Perhaps if a mother came to him with her mind made up that she wanted to tatoo her newborn he wouldn’t have to tell her anything? I’m pretty sure he’d give her plenty to think about, even if it was “complicated”.
hmm,… well I am disappointed in the Intact America’s response to this doctor who stopped by your booth. The postman/pedophile metaphor was inaccurate and unnecessary. I realize we are very passionate and firm in our position against circumcision but I think you are there to transform and recruit soldiers to our side. (On the other hand, a little alienation could be persuasive as well…!)
The doctor is obviously wanted to be congratulated for NOT circumcizing his son and recognized for his advanced “thinking”. Great!
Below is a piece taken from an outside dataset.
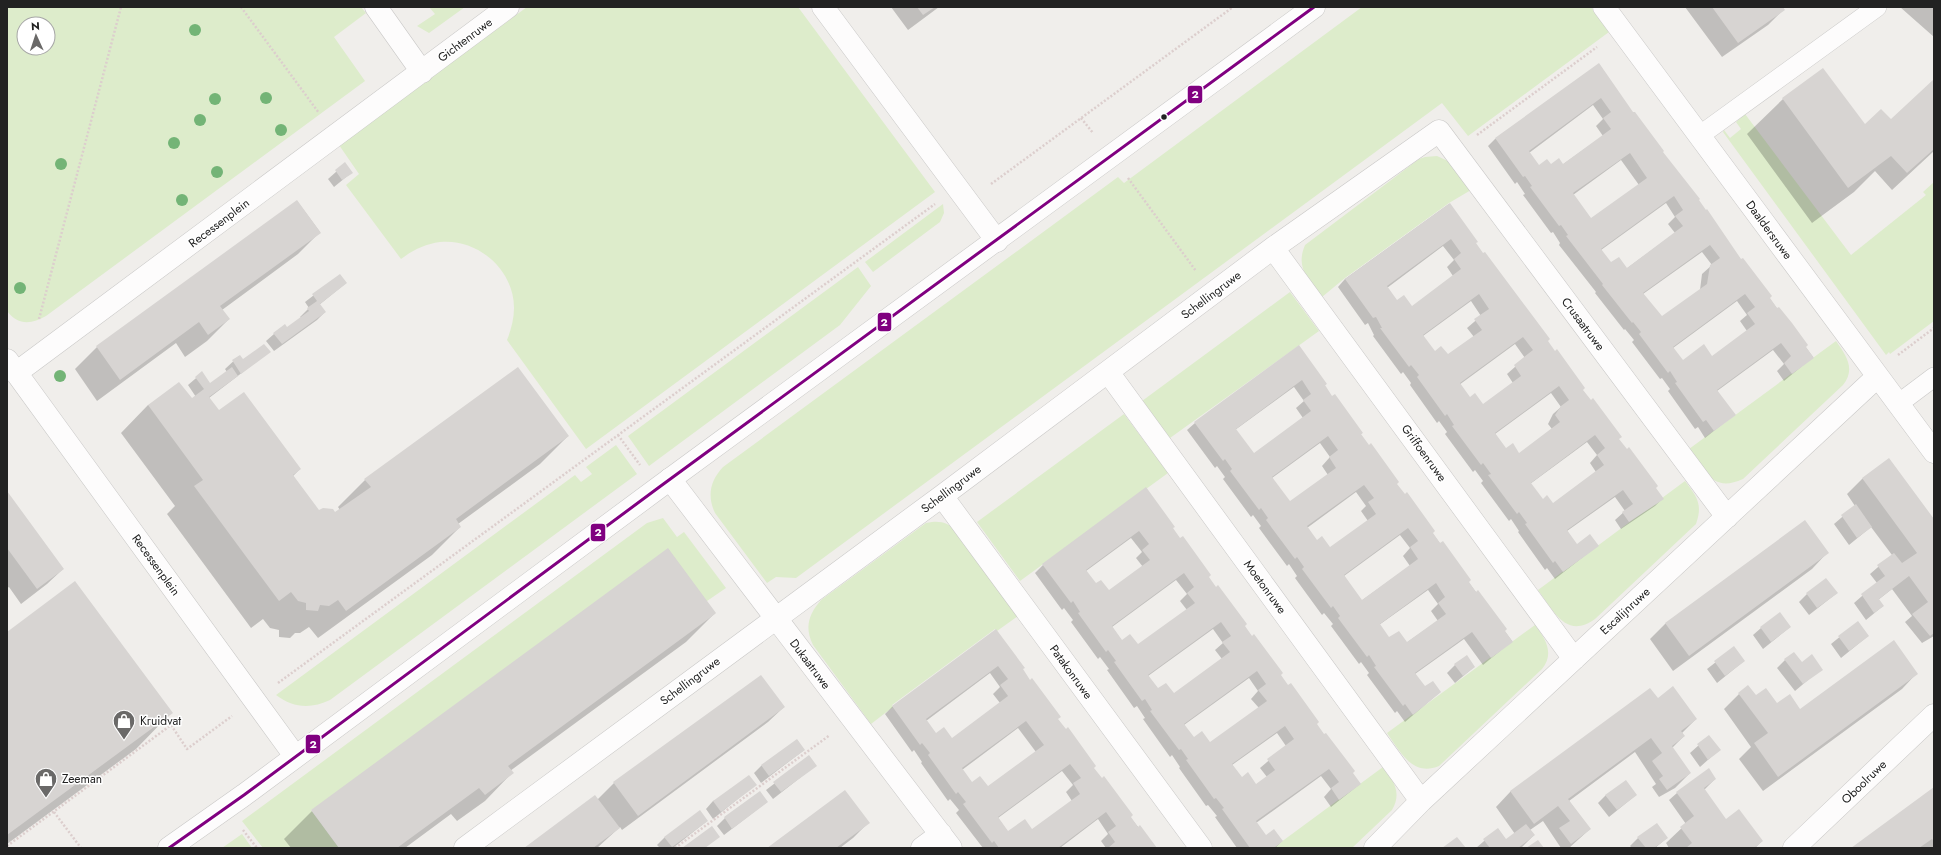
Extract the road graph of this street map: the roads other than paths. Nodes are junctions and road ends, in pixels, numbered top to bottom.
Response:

Give him that. Ask more questions about why his son isn’t circumcized. Did his wife support him? How does his son feel about his intact status? Share some stories from the men who had problems being circumcized.
It seems to me he wanted to be recognized for doing a great job in efficiently and safely performing cosmetic surgery on newborns penis’. (This is not the time to compare him to the nazi officer loading the gas chambers efficiently! 🙂 I would suggest that his skills are valuable and could be transferred to other surgeries. LEAD HIM TO THE MORALITY QUESTION. Perhaps, start with “I personally feel it is immoral to perform cosmetic surgery on newborns.” And, “I am here to encourage practitioners of circumcision to consider that it is unethical to do so. Do you think that it might be immoral to perform cosmetic surgery on newborns?”
Thank you for listening!
I highly doubt he wanted recognition for leaving his son intact. That was just an escape from having to explain his crimes. The only credit I give him is for having enough concern for his son not to have mutilated him. Otherwise, the guy is a total loser who has no compassion for his patients.
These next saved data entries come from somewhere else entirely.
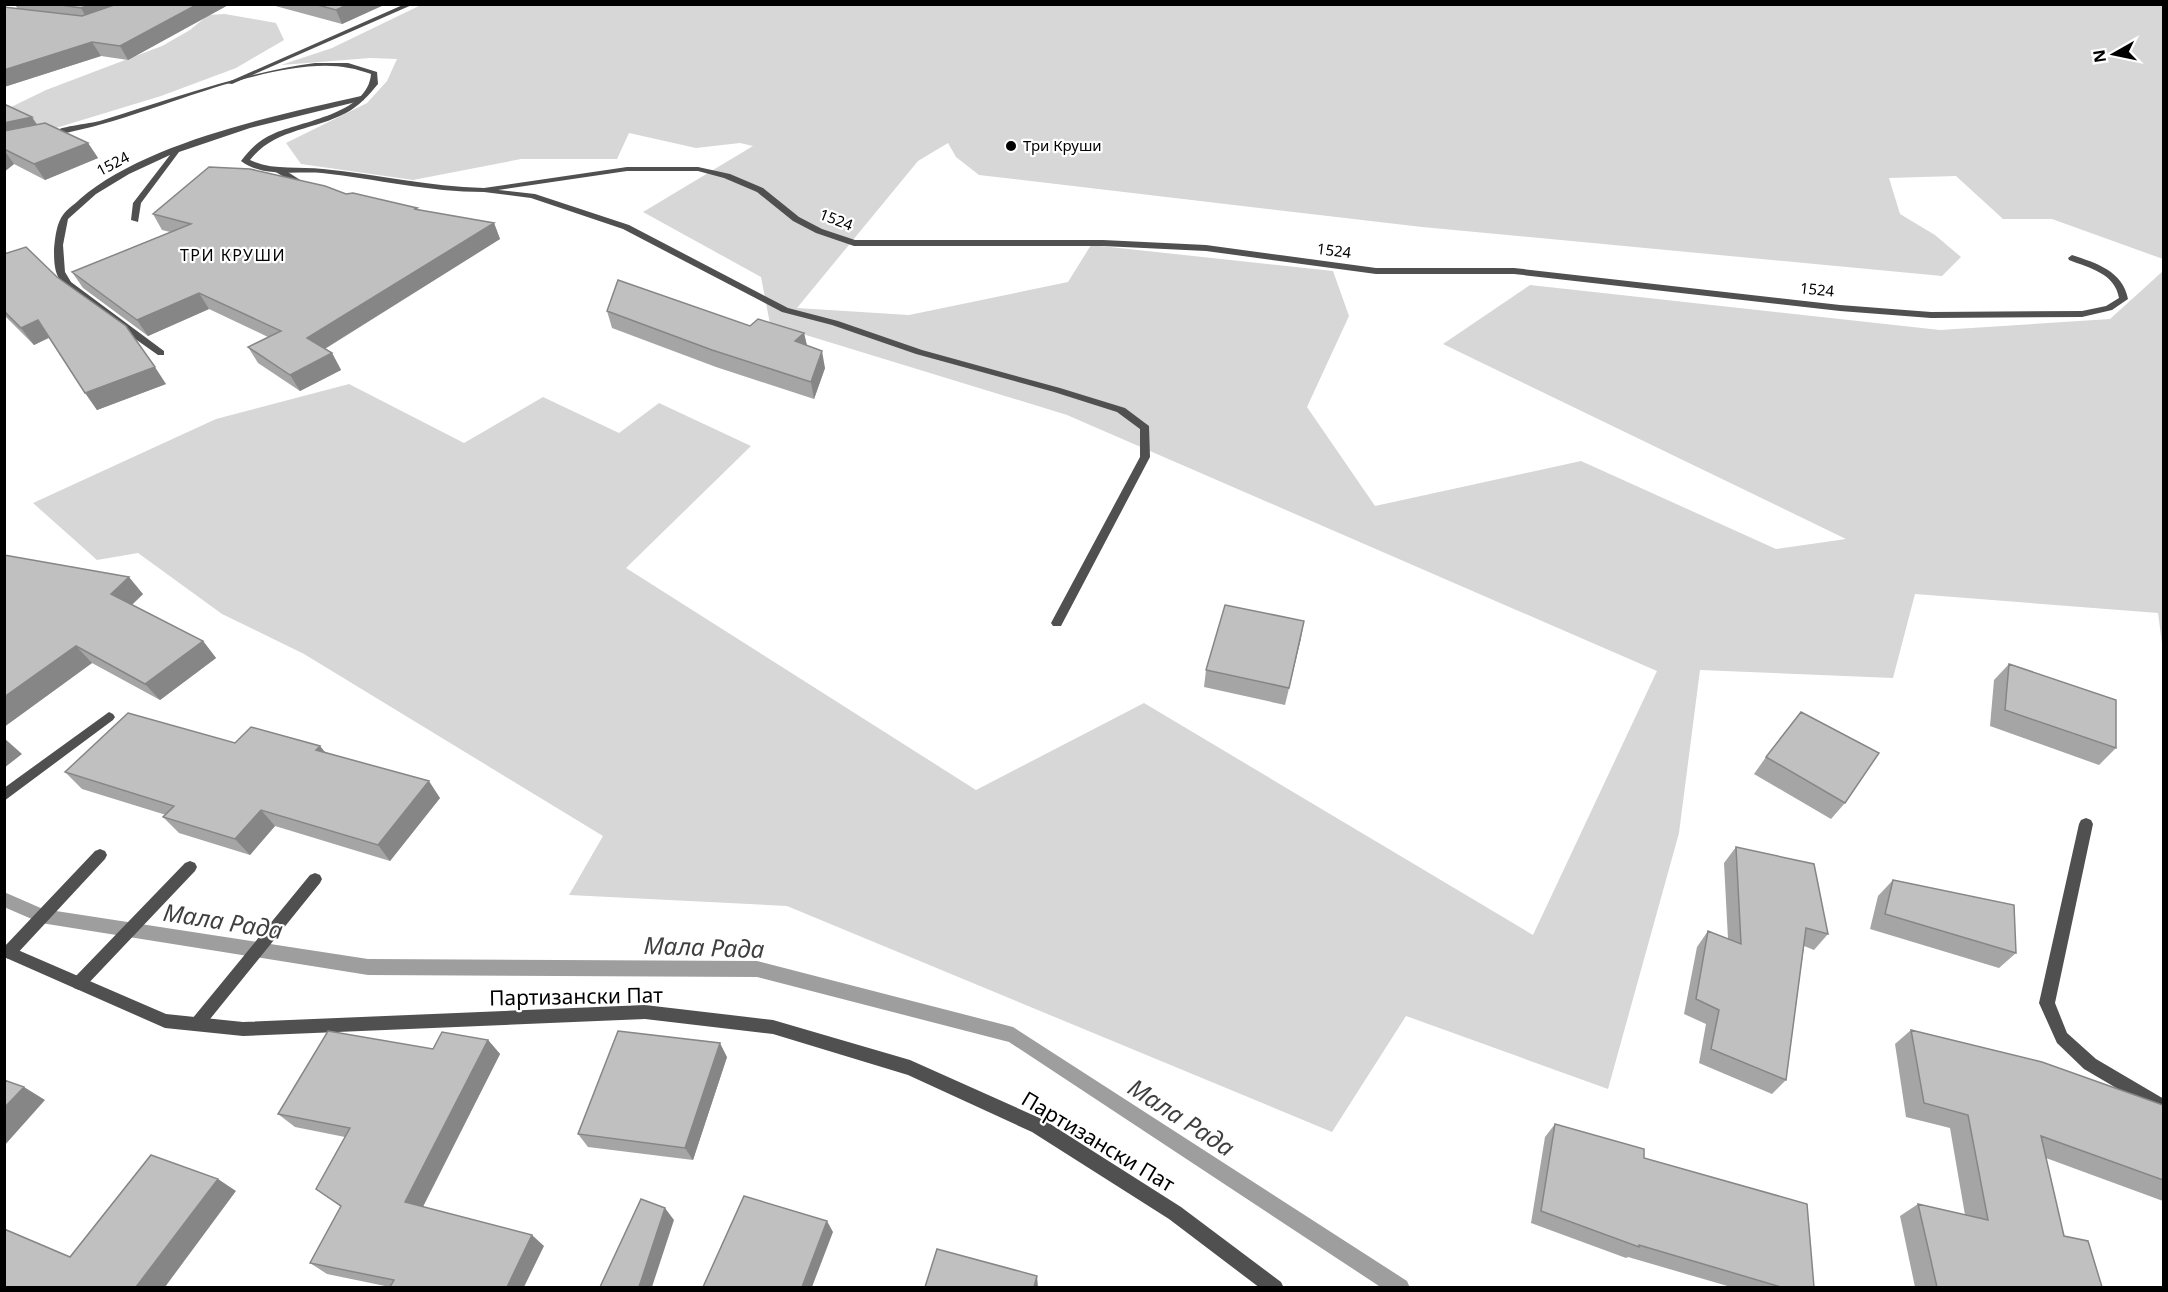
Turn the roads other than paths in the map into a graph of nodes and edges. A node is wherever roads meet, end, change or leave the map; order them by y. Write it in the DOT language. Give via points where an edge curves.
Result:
graph roads {
  1 [pos="411,4"];
  2 [pos="230,83"];
  3 [pos="361,98"];
  4 [pos="45,135"];
  5 [pos="179,150"];
  6 [pos="277,170"];
  7 [pos="314,189"];
  8 [pos="484,190"];
  9 [pos="135,220"];
  10 [pos="2072,258"];
  11 [pos="161,353"];
  12 [pos="1057,622"];
  13 [pos="109,717"];
  14 [pos="4,796"];
  15 [pos="2086,824"];
  16 [pos="100,855"];
  17 [pos="190,867"];
  18 [pos="315,879"];
  19 [pos="7,951"];
  20 [pos="79,983"];
  21 [pos="197,1024"];
  22 [pos="2163,1108"];
  23 [pos="1275,1287"];
  1 -- 2 [label="street"];
  2 -- 3 [label="street, 1524" via="318,64 363,68 375,74 374,84"];
  2 -- 4 [label="street, 1524" via="102,123"];
  3 -- 5 [label="street, 1524" via="296,113"];
  3 -- 6 [label="street, 1524" via="344,112 260,145 245,161 258,169"];
  5 -- 9 [label="street" via="137,203"];
  5 -- 11 [label="street, 1524" via="102,186 66,215 57,254 63,280"];
  6 -- 7 [label="street"];
  6 -- 8 [label="street, 1524" via="322,171 426,188"];
  8 -- 10 [label="street, 1524" via="627,170 698,169 760,190 796,219 854,243 1103,243 1206,248 1376,271 1514,271 1931,315 2082,314 2109,308 2124,299 2124,288 2116,277"];
  8 -- 12 [label="street, 1524" via="532,196 626,226 785,310 1121,410 1145,428 1145,457"];
  13 -- 14 [label="street"];
  15 -- 22 [label="street" via="2047,1003 2062,1038 2090,1064"];
  16 -- 19 [label="street"];
  17 -- 20 [label="street"];
  18 -- 21 [label="street"];
  19 -- 20 [label="street, Партизански Пат"];
  20 -- 21 [label="street, Партизански Пат" via="165,1021"];
  21 -- 23 [label="street, Партизански Пат" via="243,1029 645,1012 773,1027 910,1068 1038,1126 1175,1213"];
}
My take on the pediatrician is this: huge ego (or maybe a lot of insecurity), much guilt, a deep-seated sense that what he is doing is really wrong, and an incredible need for affirmation. He gets all the referrals because other physicians don’t want to do them. He hasn’t quite figured out that it has little to do with his skill and a lot to do with his availability, which takes other physicians off the hook. Most physicians want to bail on this “procedure”. He also wants to please his parent population. Many physicians thrive on being wanted and needed so badly they will do whatever is asked of them. He felt “attacked” because he knows at some level that it is wrong and that his motives are misguided-a reflection of his constant need for affirmation and bragging about what a great job he does. He does, however, need to be giving full informed consent, which obviously is not happening nor can it happen when the patient is a baby. He will die with a scalpel in his hand unless he has an epiphany (doubtful as that would make his conscience unbearable) or laws are passed to make this illegal. If you want to change these physicians, you will need to replace this ego-booster with something else. He didn’t circumcise his own son because he knew it was harmful, but he sure wasn’t going to pass up the money or the opportunity to play God and come out looking like a hero. We have to come up with an exit strategy: Now that we know better what the foreskin is worth and that babies feel pain and have rights, etc. etc., we can safely say NO.